Vernon’s building was built in four stages. Present-day courts 7 and 8 were commenced in 1896 and opened in May 1897. They are distinguished from later courts by the yellower timber of their parquetry floors. By 1901 the entire southern half of the building was finished. A newspaper article at the time noted: ‘Only one wing of the building, about one fourth of the whole structure, is at present completed, and gives rich promise of future beauty. The style is early Greek. The facade is built of thracyte and freestone. The interior is divided into four halls, each 100 feet by 30 feet, communicating with each other by pillared archways. The lighting is almost perfect, designs for the roof having been furnished by London correspondents after careful study of all the latest improvements in European galleries. The walls are coloured a chill neutral green shade, which makes an excellent background.’
Completing the Gallery
In 1902 Vernon presented an eight-page presentation album to the trustees, illustrating his proposed designs for a completed Gallery. It included two designs for an imposing central court. Vernon proposed that his oval lobby, opened in 1902 and considered his masterpiece, would lead into an equally imposing central court. His plans were not accepted. Until 1969 his lobby led, by a short descent from the entrance level, to three northern galleries originally designed by Hunt. In 1909 the front of the Gallery was finished and after this date nothing more was built of Vernon’s designs. In the 1930s plans were suggested for the completion of this part of the Gallery but the Depression and other financial constraints led to their abandonment.
The new additions
In 1968, the NSW government decided that the completion of the Gallery would be a major part of the Captain Cook bicentenary celebrations. This extension, which was opened to the public on 5 May 1972, and those made to the east of the existing structure as part of the national bicentenary in 1988, were both the responsibility of Government architect Andrew Andersons. The 1988 eastern extension doubled the size of the Gallery. It provided expanded display space for the collection and temporary exhibitions, a new gallery for Asian art and an outdoor sculpture garden. In 1994, the Yiribana Gallery, a space devoted to Aboriginal and Torres Strait Islander art and culture, was opened.
In 2003, the new Asian gallery, designed by Sydney architect Richard Johnson of Johnson Pilton Walker, was opened. This major building project also included alterations to the original Asian gallery, a new temporary exhibition space above the Gallery’s entrance foyer, new conservation studios, a cafe, a restaurant and a dedicated function area with spectacular harbour views.
In 2008, the announcement of a gift from John Kaldor and his family of over 200 contemporary artworks led the NSW government to fund a state-of-the-art offsite storage facility to allow space within the Gallery to display the collection.
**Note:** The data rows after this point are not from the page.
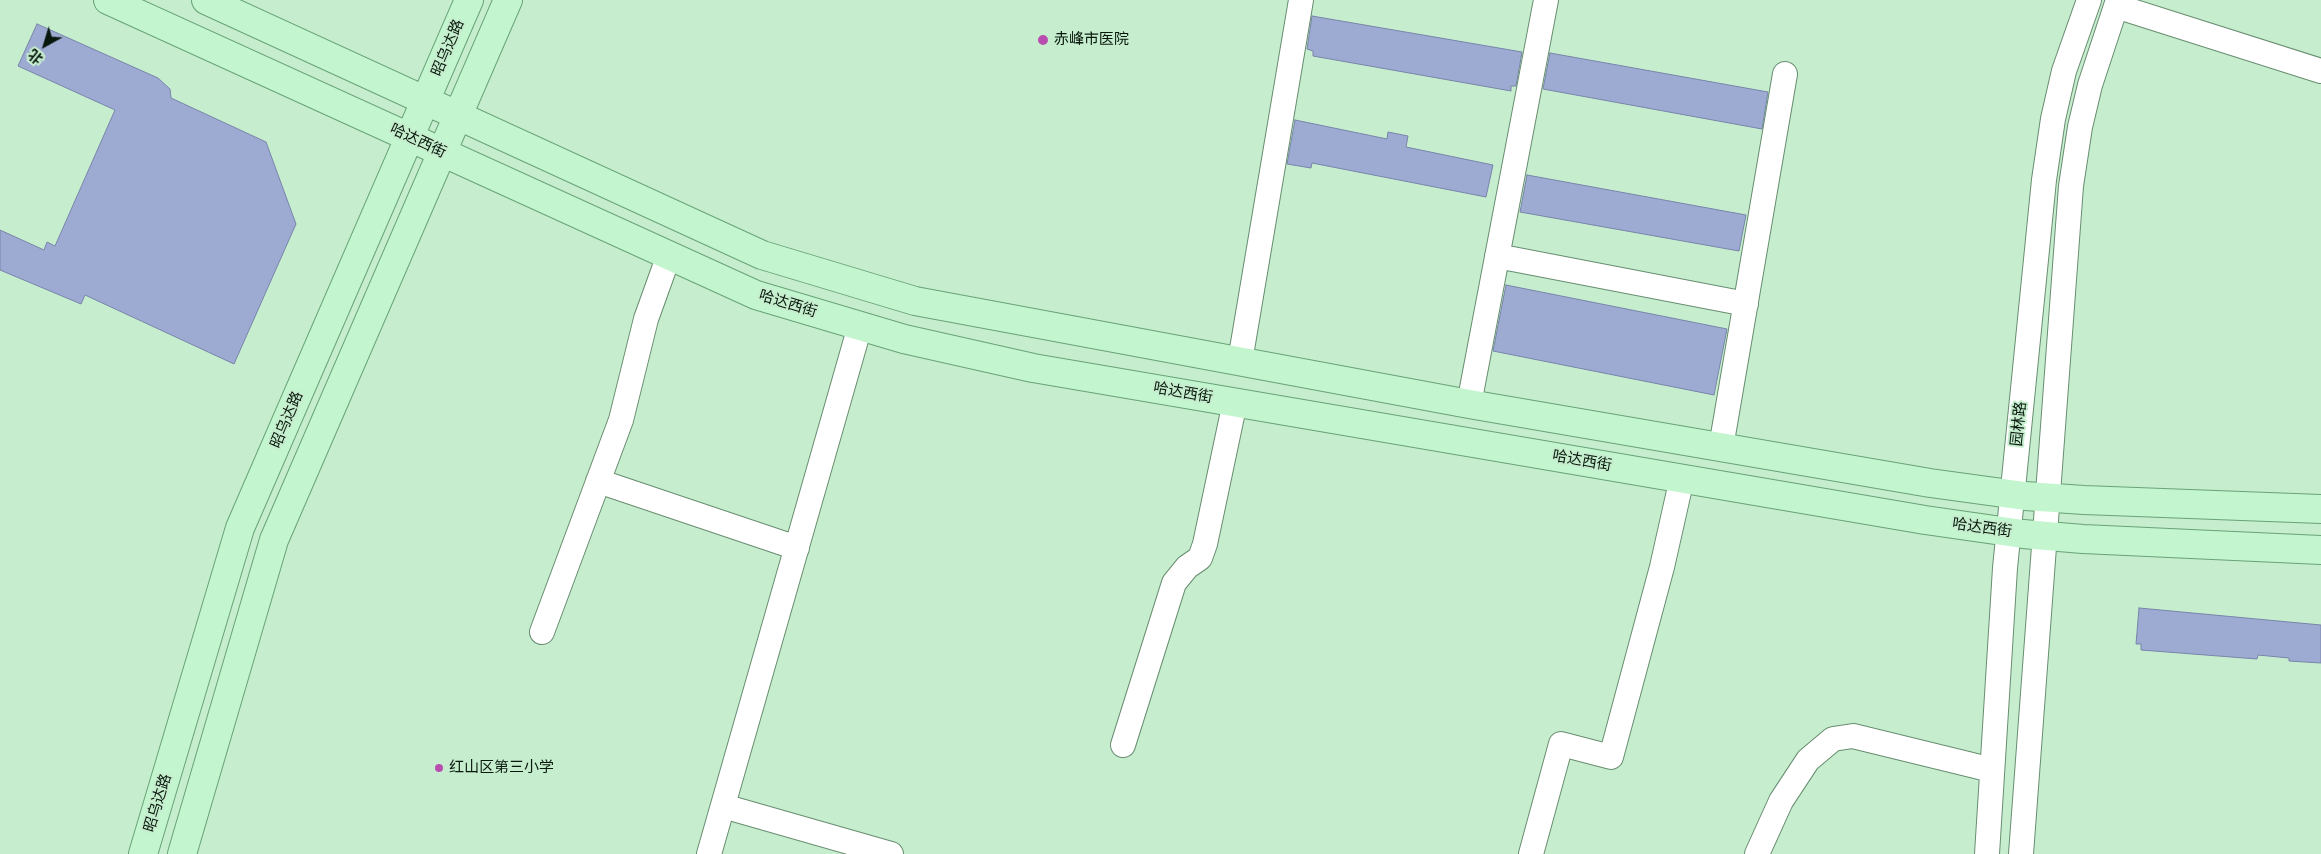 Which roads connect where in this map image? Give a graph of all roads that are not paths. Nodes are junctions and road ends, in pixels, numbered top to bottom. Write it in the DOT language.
graph roads {
  1 [pos="108,0"];
  2 [pos="206,0"];
  3 [pos="469,0"];
  4 [pos="508,0"];
  5 [pos="1300,0"];
  6 [pos="1546,0"];
  7 [pos="2089,0"];
  8 [pos="2117,3"];
  9 [pos="2321,71"];
  10 [pos="1785,74"];
  11 [pos="426,99"];
  12 [pos="459,114"];
  13 [pos="410,137"];
  14 [pos="442,152"];
  15 [pos="669,255"];
  16 [pos="1497,256"];
  17 [pos="1746,304"];
  18 [pos="860,326"];
  19 [pos="1240,361"];
  20 [pos="1235,402"];
  21 [pos="1469,404"];
  22 [pos="1721,447"];
  23 [pos="1682,478"];
  24 [pos="598,481"];
  25 [pos="2012,494"];
  26 [pos="2048,498"];
  27 [pos="2321,509"];
  28 [pos="2009,532"];
  29 [pos="2045,536"];
  30 [pos="797,548"];
  31 [pos="2321,550"];
  32 [pos="542,632"];
  33 [pos="1123,745"];
  34 [pos="1992,770"];
  35 [pos="723,806"];
  36 [pos="143,854"];
  37 [pos="182,854"];
  38 [pos="709,854"];
  39 [pos="891,854"];
  40 [pos="1531,854"];
  41 [pos="1757,854"];
  42 [pos="1987,854"];
  43 [pos="2021,854"];
  1 -- 13 [label="main road, 哈达西街"];
  2 -- 11 [label="main road"];
  3 -- 11 [label="main road, 昭乌达路"];
  4 -- 12 [label="main road"];
  5 -- 19 [label="street"];
  6 -- 16 [label="street"];
  7 -- 25 [label="street, 园林路"];
  8 -- 9 [label="street"];
  8 -- 26 [label="street"];
  10 -- 17 [label="street"];
  11 -- 12 [label="main road"];
  11 -- 13 [label="main road, 昭乌达路"];
  12 -- 14 [label="main road"];
  12 -- 19 [label="main road"];
  13 -- 14 [label="main road, 哈达西街"];
  13 -- 36 [label="main road, 昭乌达路"];
  14 -- 15 [label="main road, 哈达西街"];
  14 -- 37 [label="main road"];
  15 -- 18 [label="main road, 哈达西街"];
  15 -- 24 [label="street"];
  16 -- 17 [label="street"];
  16 -- 21 [label="street"];
  17 -- 22 [label="street"];
  18 -- 20 [label="main road, 哈达西街"];
  18 -- 30 [label="street"];
  19 -- 21 [label="main road"];
  20 -- 23 [label="main road, 哈达西街"];
  20 -- 33 [label="street"];
  21 -- 22 [label="main road"];
  22 -- 25 [label="main road"];
  23 -- 28 [label="main road, 哈达西街"];
  23 -- 40 [label="street"];
  24 -- 30 [label="street"];
  24 -- 32 [label="street"];
  25 -- 26 [label="main road"];
  25 -- 28 [label="street, 园林路"];
  26 -- 27 [label="main road"];
  26 -- 29 [label="street"];
  28 -- 29 [label="main road, 哈达西街"];
  28 -- 34 [label="street, 园林路"];
  29 -- 31 [label="main road, 哈达西街"];
  29 -- 43 [label="street"];
  30 -- 35 [label="street"];
  34 -- 41 [label="street"];
  34 -- 42 [label="street, 园林路"];
  35 -- 38 [label="street"];
  35 -- 39 [label="street"];
}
The Kaldor family gift, together with funds donated by the Belgiorno-Nettis family, enabled us to redevelop the Gallery’s old storage area and display space to create an entire new floor of 3300 square metres of exhibition space, bringing the Gallery’s total display area to 11,000 square metres.
Architect Andrew Andersons from PTW Architects designed the new area within the existing building extensions of 1972 and 1988, which he also designed. The space comprises contemporary and modern galleries, including the John Kaldor Family Gallery and our first dedicated photography gallery as well as a refurbished study room for works on paper.